Working Through a Larger Table
The same logic scales to bigger tables. If you have a 3×4 contingency table, you calculate the expected frequency for all 12 cells using the same row-total-times-column-total-divided-by-grand-total approach. Each cell gets its own expected value, and every one of them is calculated independently using the marginal totals.
Expected Frequency in a Goodness-of-Fit Test
A goodness-of-fit test checks whether your observed data matches a specific distribution you’d expect. You start with a hypothesis about what the probabilities should be, then calculate expected frequencies using E = n × p for each category.
For instance, imagine a company claims its candy bags contain 20% red, 30% blue, 25% green, and 25% yellow candies. You buy a bag with 200 candies and want to test that claim. Your expected frequencies would be:
- Red: 200 × 0.20 = 40
- Blue: 200 × 0.30 = 60
- Green: 200 × 0.25 = 50
- Yellow: 200 × 0.25 = 50
You then count the actual candies of each color and compare those observed counts to the expected ones. The chi-square statistic measures how far off the observed values are from what you expected. A large gap suggests the company’s claimed distribution doesn’t match reality.
Expected Frequency in Genetics
In population genetics, expected frequencies work the same way but use a specific model called Hardy-Weinberg equilibrium. If a gene has two versions (alleles) with frequencies p and q in the population, the expected genotype frequencies are p², 2pq, and q². These three values always add up to 1, just like all probabilities in any complete distribution.
So if allele A has a frequency of 0.6 (p = 0.6) and allele a has a frequency of 0.4 (q = 0.4), you’d expect 36% of the population to carry the AA genotype (0.6² = 0.36), 48% to carry Aa (2 × 0.6 × 0.4 = 0.48), and 16% to carry aa (0.4² = 0.16). Researchers compare these expected frequencies to observed genotype counts to determine whether a population is evolving or whether some force like natural selection is shifting allele frequencies away from what random mating alone would predict.
Step-by-Step Process
Regardless of the context, finding expected frequency follows a consistent set of steps:
- Identify your total sample size (n). This is the total number of observations, trials, or individuals in your dataset.

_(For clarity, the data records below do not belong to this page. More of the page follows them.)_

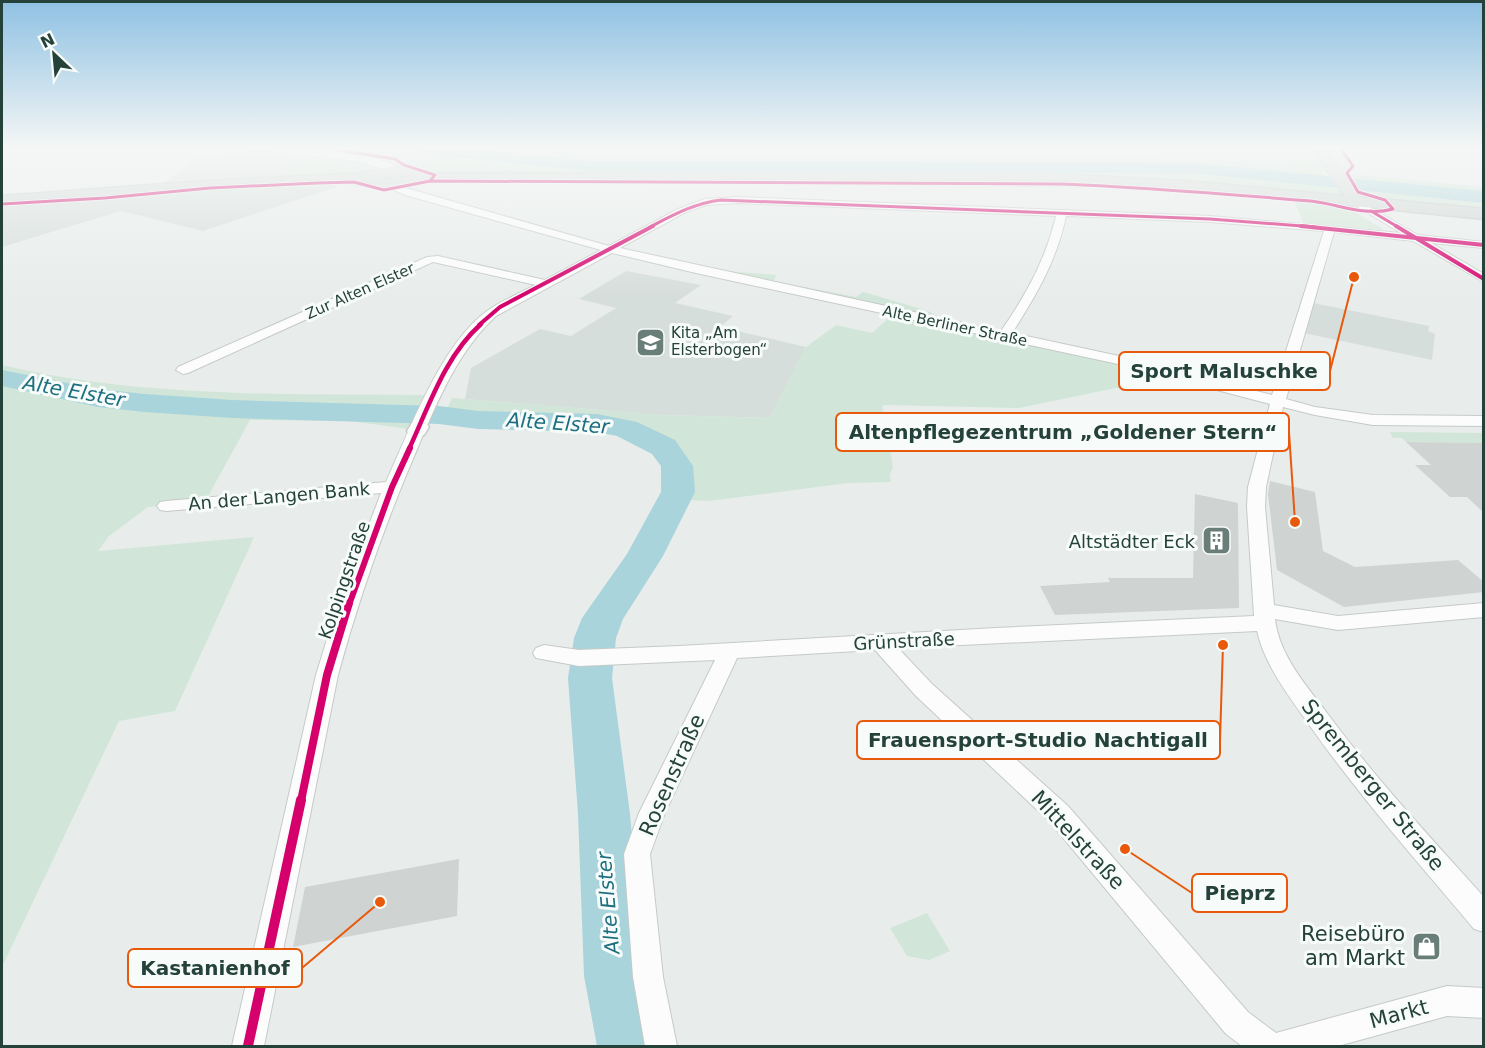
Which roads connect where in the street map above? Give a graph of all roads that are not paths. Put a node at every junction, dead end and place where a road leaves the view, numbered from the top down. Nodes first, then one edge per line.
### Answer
1 (31, 198) edge
2 (430, 198) edge
3 (1355, 198) edge
4 (1366, 198) edge
5 (2, 200) edge
6 (1062, 212) junction
7 (1484, 214) edge
8 (1330, 229) junction
9 (1413, 237) junction
10 (1484, 244) edge
11 (609, 249) junction
12 (1484, 279) edge
13 (544, 283) junction
14 (1004, 336) junction
15 (183, 370) dead end
16 (1278, 401) junction
17 (1484, 422) edge
18 (393, 487) junction
19 (166, 506) dead end
20 (1484, 610) edge
21 (1264, 617) junction
22 (880, 642) junction
23 (729, 651) junction
24 (544, 653) dead end
25 (1478, 904) edge
26 (1484, 1003) edge
27 (248, 1047) edge
28 (661, 1047) edge
29 (1267, 1047) edge
30 (1282, 1047) edge

1 - 5 main road
2 - 11 street, Alte Berliner Straße
3 - 9 street
4 - 7 main road
6 - 8 street, Kolpingstraße
6 - 11 street, Kolpingstraße
6 - 14 street
8 - 9 street, Kolpingstraße
8 - 16 street, Spremberger Straße
9 - 10 street, Kolpingstraße
9 - 12 street
11 - 13 street, Kolpingstraße
11 - 14 street, Alte Berliner Straße
13 - 15 street, Zur Alten Elster
13 - 18 street, Kolpingstraße
14 - 16 street, Alte Berliner Straße
16 - 17 street, Alte Berliner Straße
16 - 21 street, Spremberger Straße
18 - 19 street, An der Langen Bank
18 - 27 street, Kolpingstraße
20 - 21 street
21 - 22 street, Grünstraße
21 - 25 street, Spremberger Straße
22 - 23 street, Grünstraße
22 - 29 street, Mittelstraße
23 - 24 street, Grünstraße
23 - 28 street, Rosenstraße
26 - 30 street, Markt

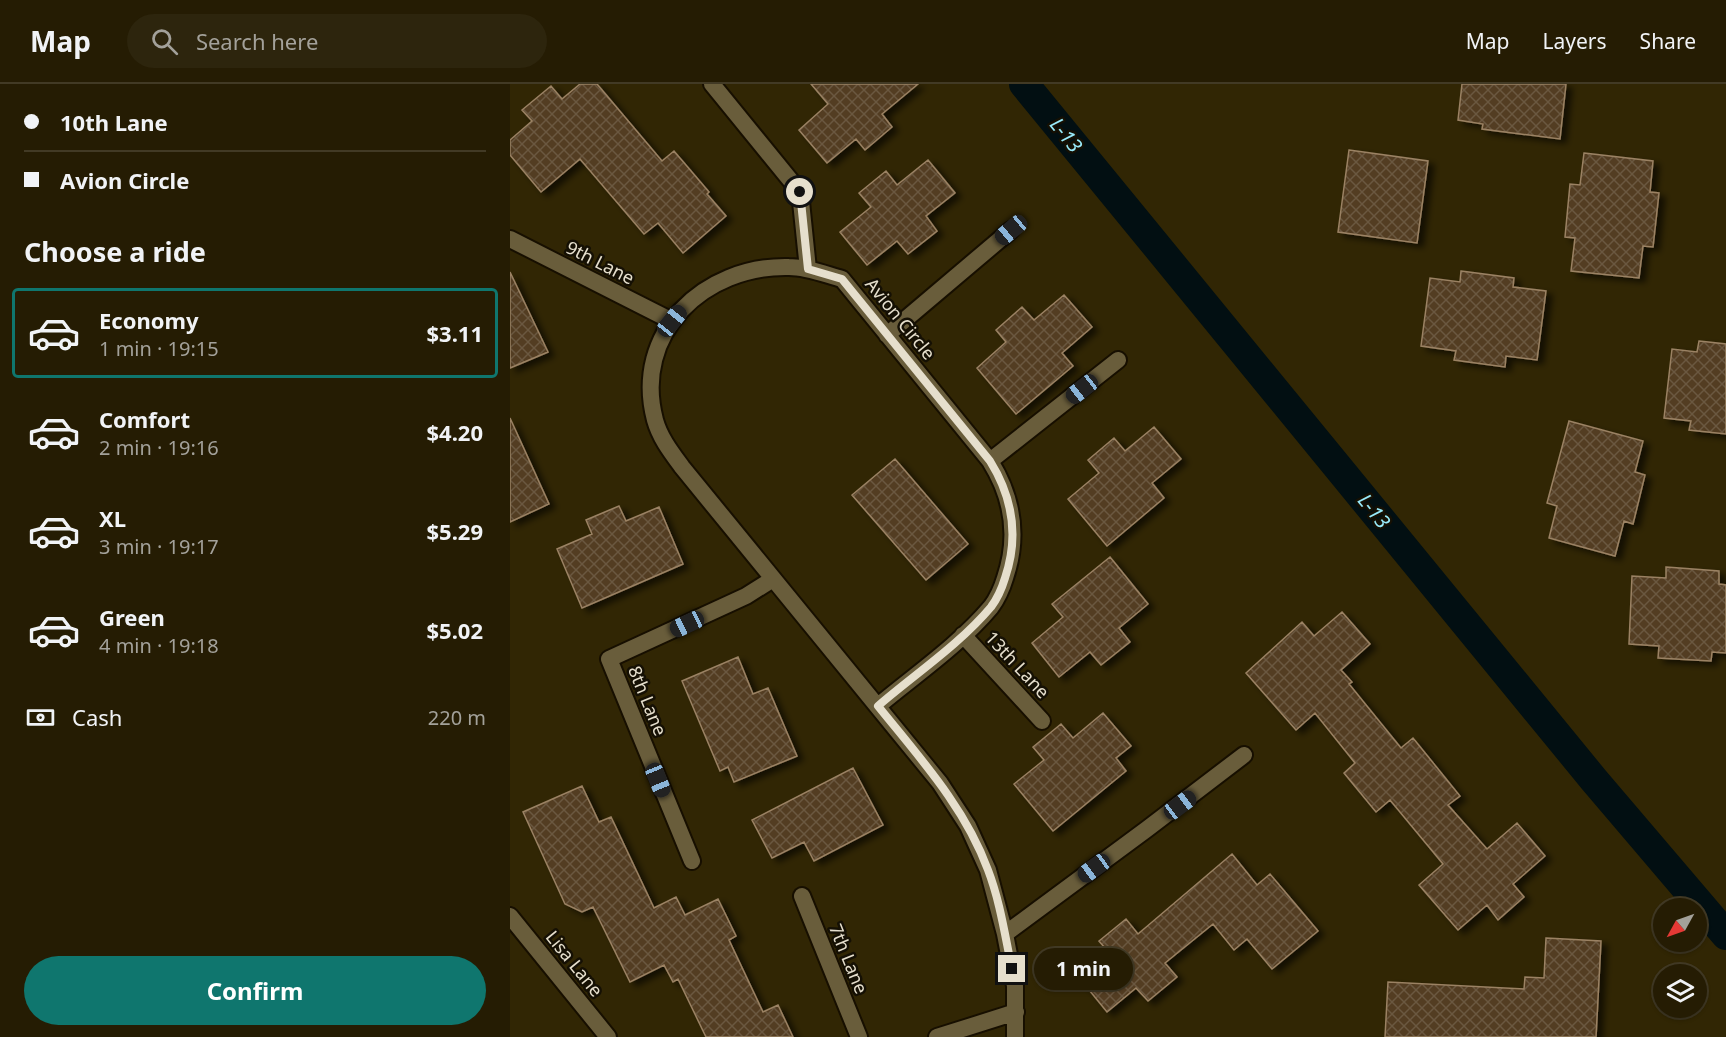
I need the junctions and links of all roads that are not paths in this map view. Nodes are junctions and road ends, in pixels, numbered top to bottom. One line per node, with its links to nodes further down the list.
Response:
1 (712, 84): 4 (street)
2 (1011, 230): 6 (street)
3 (510, 239): 5 (street, 9th Lane)
4 (808, 269): 5 (street, Avion Circle); 6 (street, Avion Circle)
5 (672, 321): 9 (street, Avion Circle)
6 (887, 335): 8 (street, Avion Circle)
7 (1118, 360): 8 (street)
8 (990, 461): 10 (street, Avion Circle)
9 (773, 579): 11 (street, Avion Circle); 14 (street, 8th Lane)
10 (963, 635): 11 (street, Avion Circle); 12 (street, 13th Lane)
11 (878, 706): 17 (street, Avion Circle)
12 (1042, 721)
13 (1244, 756): 17 (street)
14 (692, 861)
15 (802, 896): 20 (street, 7th Lane)
16 (510, 916): 19 (street, Lisa Lane)
17 (1005, 934): 18 (street, Avion Circle)
18 (1016, 1012): 21 (street); 22 (street, Avion Circle)
19 (608, 1037)
20 (859, 1037)
21 (937, 1037)
22 (1015, 1037)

- Determine the probability for each category (p). This comes from your hypothesis, a theoretical model, or your table’s marginal totals.
- Multiply n by p. For a simple one-way test, that’s all there is to it. For a contingency table, use (row total × column total) / grand total instead.

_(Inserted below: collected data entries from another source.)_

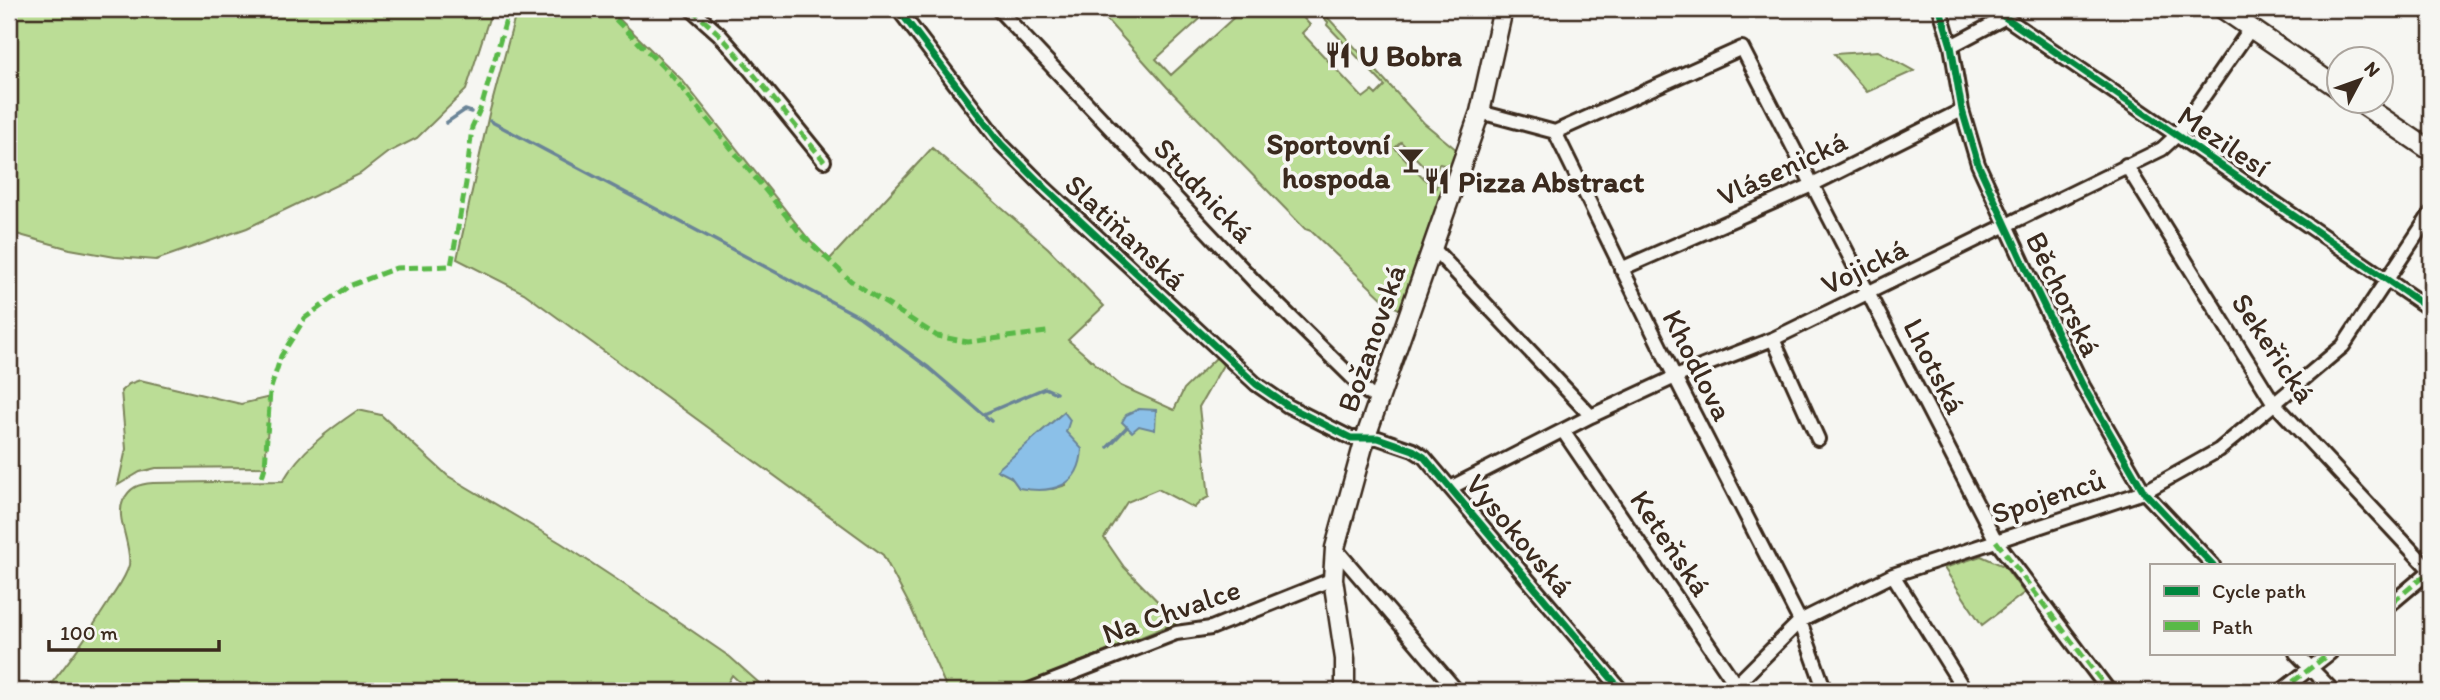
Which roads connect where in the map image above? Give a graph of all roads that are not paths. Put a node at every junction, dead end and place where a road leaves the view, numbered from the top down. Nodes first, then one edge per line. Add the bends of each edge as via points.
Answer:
1 (691, 9) edge
2 (898, 9) edge
3 (998, 9) edge
4 (1503, 9) edge
5 (1940, 9) edge
6 (1993, 9) edge
7 (2223, 9) edge
8 (2006, 17) junction
9 (2251, 28) junction
10 (1951, 46) junction
11 (2324, 78) edge
12 (1962, 110) junction
13 (1480, 112) junction
14 (2380, 116) edge
15 (1555, 132) junction
16 (2176, 136) junction
17 (2431, 151) edge
18 (824, 161) dead end
19 (2126, 165) junction
20 (1812, 185) junction
21 (2431, 213) edge
22 (2005, 226) junction
23 (1433, 248) junction
24 (1621, 269) junction
25 (2387, 280) junction
26 (1868, 294) junction
27 (2431, 310) edge
28 (1773, 340) junction
29 (1675, 377) junction
30 (1379, 400) junction
31 (2273, 402) junction
32 (1591, 416) junction
33 (1563, 431) junction
34 (1365, 439) junction
35 (1818, 439) dead end
36 (1450, 488) junction
37 (2144, 492) junction
38 (1996, 541) junction
39 (1335, 548) junction
40 (2212, 564) edge
41 (2431, 571) edge
42 (1893, 575) junction
43 (1332, 579) junction
44 (2394, 601) edge
45 (1800, 621) junction
46 (2297, 654) edge
47 (2329, 654) edge
48 (2311, 668) junction
49 (1733, 688) edge
50 (1027, 691) edge
51 (1345, 691) edge
52 (1457, 691) edge
53 (1622, 691) edge
54 (1825, 691) edge
55 (1965, 691) edge
56 (2109, 691) edge
57 (2281, 691) edge
58 (2333, 691) edge

1 - 18 street via 742,60
2 - 34 street, Slatiňanská via 1001,144 1256,384 1351,438
3 - 30 street, Studnická via 1255,282
4 - 13 street, Božanovská
5 - 10 street, Běchorská
6 - 8 street, Mezilesí
7 - 9 street
8 - 10 street
8 - 16 street, Mezilesí
9 - 11 street
9 - 16 street, Vojická
10 - 12 street, Běchorská
12 - 20 street, Vlásenická
12 - 22 street, Běchorská via 1978,164
13 - 15 street
13 - 23 street, Božanovská
14 - 17 street
15 - 20 street, Lhotská via 1742,48
15 - 24 street, Khodlova
16 - 19 street, Vojická via 2162,149
16 - 25 street, Mezilesí
19 - 22 street, Vojická
19 - 31 street, Sekeřická
20 - 24 street, Vlásenická
20 - 26 street, Lhotská
21 - 25 street, Spojenců
22 - 26 street, Vojická
22 - 37 street, Běchorská via 2083,386
23 - 30 street, Božanovská
23 - 32 street
24 - 29 street, Khodlova
25 - 27 street, Mezilesí
25 - 31 street, Spojenců via 2343,346
26 - 28 street, Vojická
26 - 38 street, Lhotská
28 - 29 street, Vojická
28 - 35 street
29 - 32 street, Vojická
29 - 45 street, Khodlova
30 - 34 street, Božanovská
31 - 37 street, Spojenců via 2219,450
31 - 41 street, Sekeřická
32 - 33 street, Vojická
33 - 36 street, Vojická
33 - 49 street, Keteňská
34 - 36 street, Vysokovská via 1378,438 1413,450
34 - 39 street, Božanovská
36 - 53 street, Vysokovská
37 - 38 street, Spojenců
37 - 40 street, Běchorská
38 - 42 street, Spojenců
38 - 56 street, Lhotská
39 - 43 street, Božanovská
39 - 52 street
41 - 44 street
42 - 45 street, Spojenců
42 - 55 street
43 - 50 street, Na Chvalce via 1211,628 1175,634
43 - 51 street, Božanovská via 1345,659
45 - 49 street, Spojenců
45 - 54 street, Khodlova
46 - 48 street
47 - 48 street
48 - 57 street
48 - 58 street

- Repeat for every category or cell. You need an expected frequency for each one. When you’re done, the sum of all expected frequencies should equal your grand total.
That last point is a useful check on your math. If your expected frequencies don’t add up to the same total as your observed frequencies, something went wrong in the calculation.
Minimum Expected Frequency Rule
One important practical detail: if any of your expected frequencies are too low, the chi-square test becomes unreliable. The traditional guideline is that every cell should have an expected frequency of at least 5. Some statisticians allow a small number of cells to dip slightly below that, but if you have cells with expected values of 1 or 2, the chi-square approximation breaks down. In those cases, you’d use an alternative like Fisher’s exact test, which doesn’t rely on the same large-sample assumption.
This rule only applies to expected frequencies, not observed ones. You could observe a count of zero in a cell and still run a valid chi-square test, as long as the expected count for that cell is large enough. The distinction matters because people sometimes confuse the two when checking whether their test is appropriate.